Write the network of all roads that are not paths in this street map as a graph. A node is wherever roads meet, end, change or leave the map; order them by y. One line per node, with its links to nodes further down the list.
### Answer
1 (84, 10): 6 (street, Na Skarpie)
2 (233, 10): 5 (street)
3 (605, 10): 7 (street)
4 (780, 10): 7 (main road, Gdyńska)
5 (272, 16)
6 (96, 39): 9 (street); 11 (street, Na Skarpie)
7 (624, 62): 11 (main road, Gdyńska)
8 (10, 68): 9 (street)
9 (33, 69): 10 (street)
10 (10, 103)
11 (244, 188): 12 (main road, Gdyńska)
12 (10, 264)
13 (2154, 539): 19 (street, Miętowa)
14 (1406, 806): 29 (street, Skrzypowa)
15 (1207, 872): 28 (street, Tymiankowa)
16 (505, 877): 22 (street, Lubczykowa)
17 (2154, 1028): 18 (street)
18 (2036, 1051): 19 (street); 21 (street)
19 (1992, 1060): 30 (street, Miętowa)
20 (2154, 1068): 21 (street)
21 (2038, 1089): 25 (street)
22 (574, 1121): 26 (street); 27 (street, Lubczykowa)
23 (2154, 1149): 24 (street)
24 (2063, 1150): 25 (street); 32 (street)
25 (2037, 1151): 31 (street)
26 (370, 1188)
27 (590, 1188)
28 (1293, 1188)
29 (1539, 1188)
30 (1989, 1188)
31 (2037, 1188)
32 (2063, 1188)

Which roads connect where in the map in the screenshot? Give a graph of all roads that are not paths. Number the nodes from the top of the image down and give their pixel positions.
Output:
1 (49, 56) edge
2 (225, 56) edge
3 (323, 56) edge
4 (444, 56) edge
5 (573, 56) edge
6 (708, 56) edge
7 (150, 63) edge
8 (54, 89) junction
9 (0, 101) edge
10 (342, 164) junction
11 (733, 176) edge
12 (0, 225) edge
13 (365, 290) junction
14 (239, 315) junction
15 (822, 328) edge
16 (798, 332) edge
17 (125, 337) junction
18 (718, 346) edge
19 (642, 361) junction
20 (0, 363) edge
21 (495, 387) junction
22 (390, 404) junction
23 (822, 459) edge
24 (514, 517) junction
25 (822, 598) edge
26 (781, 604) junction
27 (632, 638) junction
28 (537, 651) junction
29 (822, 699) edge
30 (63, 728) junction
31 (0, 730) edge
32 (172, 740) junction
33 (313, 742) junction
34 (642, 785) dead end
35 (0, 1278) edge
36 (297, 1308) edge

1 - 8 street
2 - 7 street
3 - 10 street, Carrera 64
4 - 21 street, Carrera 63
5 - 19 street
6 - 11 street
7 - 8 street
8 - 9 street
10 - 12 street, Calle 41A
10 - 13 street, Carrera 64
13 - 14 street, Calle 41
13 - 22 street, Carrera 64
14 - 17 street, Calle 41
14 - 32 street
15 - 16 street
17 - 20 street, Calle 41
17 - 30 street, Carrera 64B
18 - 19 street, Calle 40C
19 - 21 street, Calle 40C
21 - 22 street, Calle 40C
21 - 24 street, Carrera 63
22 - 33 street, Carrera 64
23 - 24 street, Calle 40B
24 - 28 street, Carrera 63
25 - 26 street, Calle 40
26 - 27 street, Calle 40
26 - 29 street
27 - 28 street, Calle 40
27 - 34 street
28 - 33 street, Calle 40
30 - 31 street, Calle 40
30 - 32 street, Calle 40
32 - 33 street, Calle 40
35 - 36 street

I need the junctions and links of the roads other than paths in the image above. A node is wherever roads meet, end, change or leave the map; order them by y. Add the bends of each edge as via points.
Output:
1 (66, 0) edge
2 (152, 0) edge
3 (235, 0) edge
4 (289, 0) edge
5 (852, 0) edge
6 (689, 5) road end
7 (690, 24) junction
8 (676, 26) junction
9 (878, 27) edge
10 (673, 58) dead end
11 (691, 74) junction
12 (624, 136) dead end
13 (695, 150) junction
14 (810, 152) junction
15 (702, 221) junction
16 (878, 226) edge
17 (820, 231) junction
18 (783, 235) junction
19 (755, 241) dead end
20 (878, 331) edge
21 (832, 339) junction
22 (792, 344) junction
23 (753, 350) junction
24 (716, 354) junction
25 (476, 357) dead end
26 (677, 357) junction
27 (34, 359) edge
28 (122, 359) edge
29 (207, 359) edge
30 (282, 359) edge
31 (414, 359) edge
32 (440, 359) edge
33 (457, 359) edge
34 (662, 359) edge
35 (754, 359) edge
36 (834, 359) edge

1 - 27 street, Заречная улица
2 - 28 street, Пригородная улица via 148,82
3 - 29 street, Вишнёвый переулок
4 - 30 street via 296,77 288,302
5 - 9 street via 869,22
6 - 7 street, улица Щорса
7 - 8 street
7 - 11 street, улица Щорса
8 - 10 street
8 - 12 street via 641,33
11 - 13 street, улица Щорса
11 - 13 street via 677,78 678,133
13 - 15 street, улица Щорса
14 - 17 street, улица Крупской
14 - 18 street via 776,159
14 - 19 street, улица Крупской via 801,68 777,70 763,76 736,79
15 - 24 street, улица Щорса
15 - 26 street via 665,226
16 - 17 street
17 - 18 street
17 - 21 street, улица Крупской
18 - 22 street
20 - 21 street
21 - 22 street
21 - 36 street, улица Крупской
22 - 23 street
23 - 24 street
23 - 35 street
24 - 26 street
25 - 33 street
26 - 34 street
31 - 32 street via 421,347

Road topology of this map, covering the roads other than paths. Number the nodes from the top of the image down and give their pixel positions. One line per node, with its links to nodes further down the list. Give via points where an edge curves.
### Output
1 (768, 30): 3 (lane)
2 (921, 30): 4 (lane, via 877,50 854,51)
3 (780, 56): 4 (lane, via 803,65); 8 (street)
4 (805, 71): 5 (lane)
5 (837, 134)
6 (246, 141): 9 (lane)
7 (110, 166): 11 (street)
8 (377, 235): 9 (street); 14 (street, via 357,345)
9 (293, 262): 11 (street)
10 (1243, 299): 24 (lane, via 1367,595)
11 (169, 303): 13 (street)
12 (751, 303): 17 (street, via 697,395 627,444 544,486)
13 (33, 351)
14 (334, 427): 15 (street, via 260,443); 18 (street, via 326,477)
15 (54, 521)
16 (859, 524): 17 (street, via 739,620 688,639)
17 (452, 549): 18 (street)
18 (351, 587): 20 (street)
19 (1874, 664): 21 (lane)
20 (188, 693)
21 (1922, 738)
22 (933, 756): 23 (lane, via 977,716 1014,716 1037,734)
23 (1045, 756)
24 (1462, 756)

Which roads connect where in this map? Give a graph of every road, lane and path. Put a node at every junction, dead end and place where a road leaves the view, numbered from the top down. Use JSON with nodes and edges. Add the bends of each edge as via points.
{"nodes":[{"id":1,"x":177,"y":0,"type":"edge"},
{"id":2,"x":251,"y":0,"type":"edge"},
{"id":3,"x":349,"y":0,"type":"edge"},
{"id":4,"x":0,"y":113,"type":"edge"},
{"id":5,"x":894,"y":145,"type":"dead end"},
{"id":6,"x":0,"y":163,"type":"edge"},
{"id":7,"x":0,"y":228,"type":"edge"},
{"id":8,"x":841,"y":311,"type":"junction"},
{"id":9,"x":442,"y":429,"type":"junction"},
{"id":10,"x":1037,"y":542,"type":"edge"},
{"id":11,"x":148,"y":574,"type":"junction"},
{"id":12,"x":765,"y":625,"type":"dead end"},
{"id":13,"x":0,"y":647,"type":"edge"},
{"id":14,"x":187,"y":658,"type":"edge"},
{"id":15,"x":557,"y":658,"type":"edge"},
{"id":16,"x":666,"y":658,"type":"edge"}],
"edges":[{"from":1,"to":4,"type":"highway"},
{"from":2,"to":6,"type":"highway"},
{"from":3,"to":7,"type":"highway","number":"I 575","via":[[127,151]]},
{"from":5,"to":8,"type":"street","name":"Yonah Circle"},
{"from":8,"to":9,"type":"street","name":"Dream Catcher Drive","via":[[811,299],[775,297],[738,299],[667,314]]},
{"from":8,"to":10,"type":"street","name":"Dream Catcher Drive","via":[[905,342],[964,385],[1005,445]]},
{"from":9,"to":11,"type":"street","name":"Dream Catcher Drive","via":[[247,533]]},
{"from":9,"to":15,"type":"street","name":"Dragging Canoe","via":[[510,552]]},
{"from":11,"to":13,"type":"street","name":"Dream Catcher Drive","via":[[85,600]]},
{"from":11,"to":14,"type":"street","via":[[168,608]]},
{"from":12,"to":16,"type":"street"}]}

Your assignment
From the listing above, collect each line in which the string "edges" appears.

Answer below
Which roads connect where in this map? Give a graph of every road, lane and path. Put a node at every junction, dead end and place where a road leaves the view, numbered from the top down. Use JSON with nodes and edges. Add the bends of each edge as via points.
"edges":[{"from":1,"to":4,"type":"highway"},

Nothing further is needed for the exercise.